Darvocet Recall: Timeline of Events

The dangerous side effects of Darvocet have been brought up for over 30 years. Read the timeline of events that has lead up to the recall:

1978 - Public Citizen, a people’s advocacy group that is dedicated to protecting health, safety and democracy, petitioned for the recall of Darvocet, Darvon and other propoxyphene products due to potential dangers. The petition was rejected.

2005 (January 31, 2005) - UK bans the sale of Darvocet.

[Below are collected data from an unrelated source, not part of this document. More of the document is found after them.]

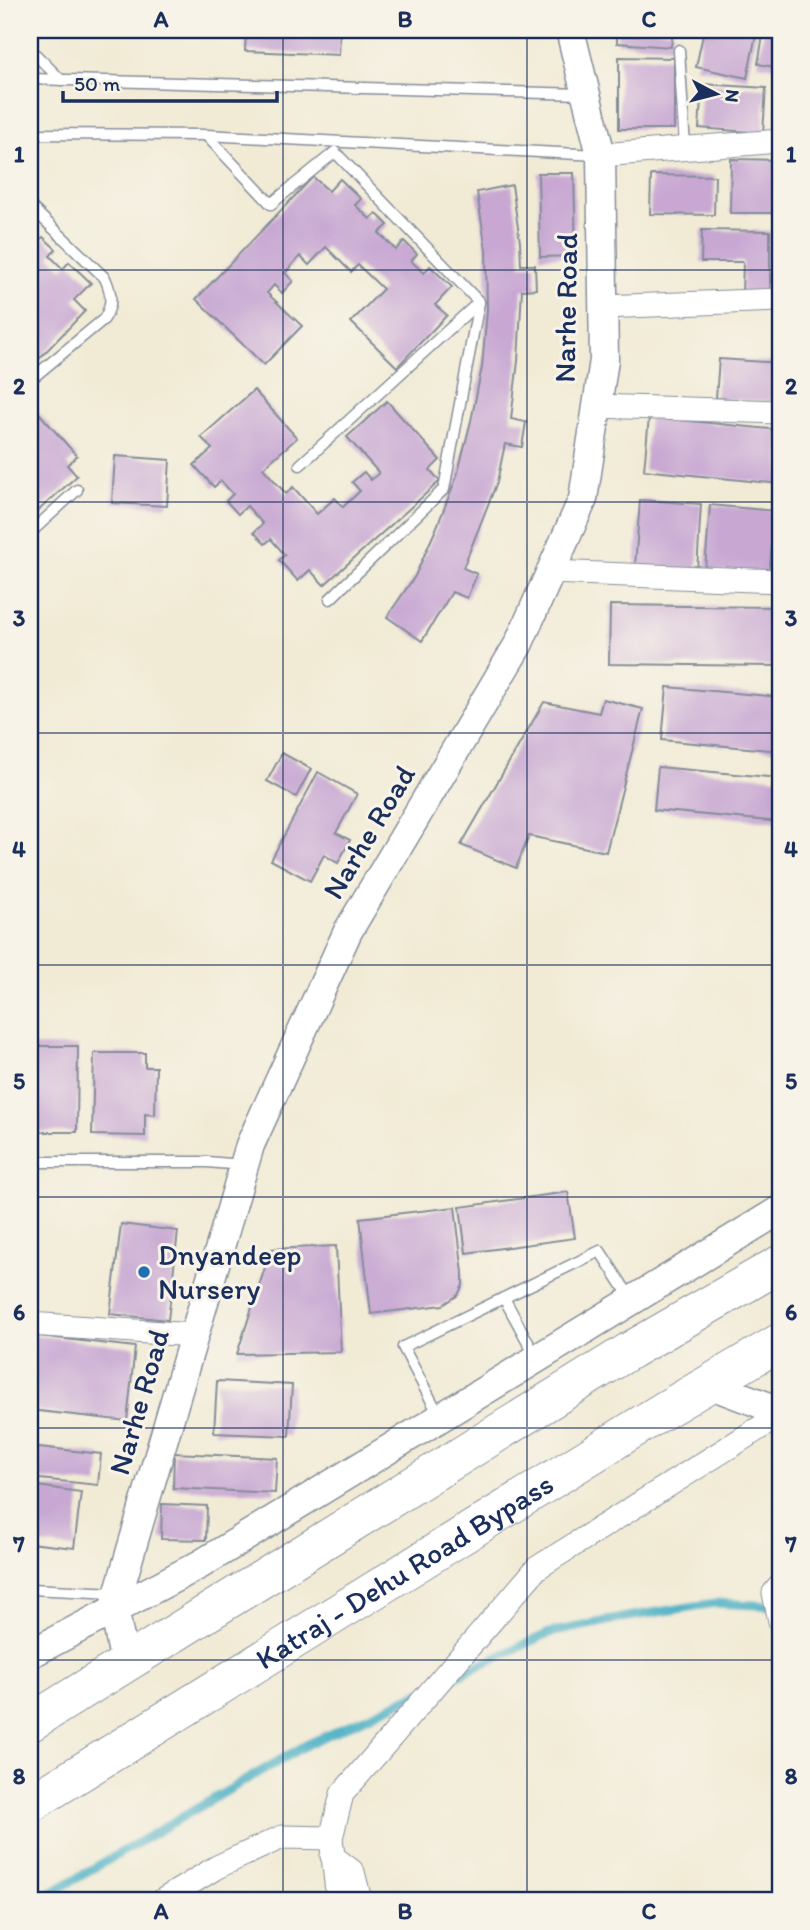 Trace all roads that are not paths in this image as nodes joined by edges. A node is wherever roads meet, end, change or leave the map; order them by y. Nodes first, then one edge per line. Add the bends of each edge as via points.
1 (570, 30) edge
2 (30, 49) edge
3 (679, 50) dead end
4 (30, 79) edge
5 (61, 80) junction
6 (586, 94) junction
7 (30, 134) edge
8 (206, 135) junction
9 (780, 141) edge
10 (685, 148) junction
11 (601, 155) junction
12 (30, 206) edge
13 (780, 300) edge
14 (479, 302) junction
15 (603, 307) junction
16 (30, 379) edge
17 (596, 405) junction
18 (780, 412) edge
19 (300, 465) dead end
20 (77, 489) dead end
21 (30, 533) edge
22 (551, 572) junction
23 (780, 582) edge
24 (330, 599) dead end
25 (30, 1162) edge
26 (244, 1165) junction
27 (780, 1210) edge
28 (780, 1264) edge
29 (505, 1298) junction
30 (632, 1300) junction
31 (30, 1324) edge
32 (193, 1335) junction
33 (780, 1342) edge
34 (537, 1358) junction
35 (708, 1384) junction
36 (780, 1413) edge
37 (440, 1418) junction
38 (30, 1589) edge
39 (777, 1590) edge
40 (117, 1601) junction
41 (780, 1620) edge
42 (30, 1654) edge
43 (125, 1664) junction
44 (30, 1723) edge
45 (30, 1804) edge
46 (331, 1847) junction
47 (163, 1900) edge
48 (338, 1900) edge
49 (360, 1900) edge

1 - 6 street, Narhe Road
2 - 5 lane
3 - 10 lane
4 - 5 lane
5 - 6 lane
6 - 11 street, Narhe Road
7 - 8 lane
8 - 11 lane
8 - 14 lane via 271,204 335,152
9 - 10 street
10 - 11 street
11 - 15 street, Narhe Road
12 - 16 lane via 105,278 112,306 104,319
13 - 15 street
14 - 19 lane
14 - 24 lane via 444,489
15 - 17 street, Narhe Road via 604,360
17 - 18 street
17 - 22 street, Narhe Road via 583,499
20 - 21 lane
22 - 23 street
22 - 26 street, Narhe Road via 518,646 348,932
25 - 26 lane
26 - 32 street, Narhe Road
27 - 30 street
28 - 43 highway via 631,1350
29 - 30 lane via 600,1251
29 - 34 lane
29 - 37 lane via 403,1347
30 - 34 street
31 - 32 street
32 - 40 street, Narhe Road
33 - 35 highway, Katraj - Dehu Road Bypass
34 - 37 street
35 - 36 street
35 - 45 highway, Katraj - Dehu Road Bypass
36 - 46 street via 537,1568 342,1794
37 - 40 street via 201,1564
38 - 40 lane
39 - 41 street
40 - 42 street
40 - 43 street, Narhe Road
43 - 44 highway
46 - 47 street via 282,1837 217,1867
46 - 48 street
46 - 49 street via 354,1872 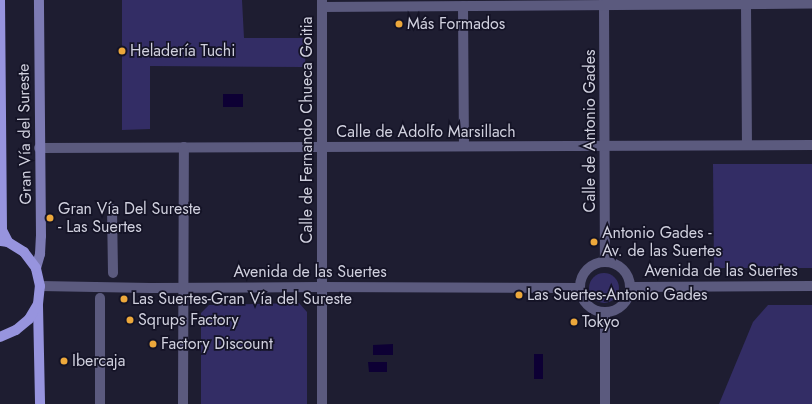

2006 - Public Citizen petitions for a Darvocet recall once again, citing reasons are due to “high toxicity” and “extremely low margin of safety.” 1

2009 (January 30, 2009) - FDA Advisory committee meets to discuss the continued marketing of Darvocet in the US. FDA decides to only change the warning label following the meeting. 2

2009 (June 25, 2009) - The European Medicines Agency's Committee for Medicinal Products for Human Use (CHMP) calls for recall of Darvocet in Europe.

2010 (November 19, 2010) - FDA bans all propoxyphene products, which includes the brand name Darvocet, and Xanodyne Pharmaceuticals Inc., the drug’s maker, agrees to recall. 3

Get information on lawsuits generated as a result of drug recalls on Darvocet, Darvon and other drugs containing propoxyphene.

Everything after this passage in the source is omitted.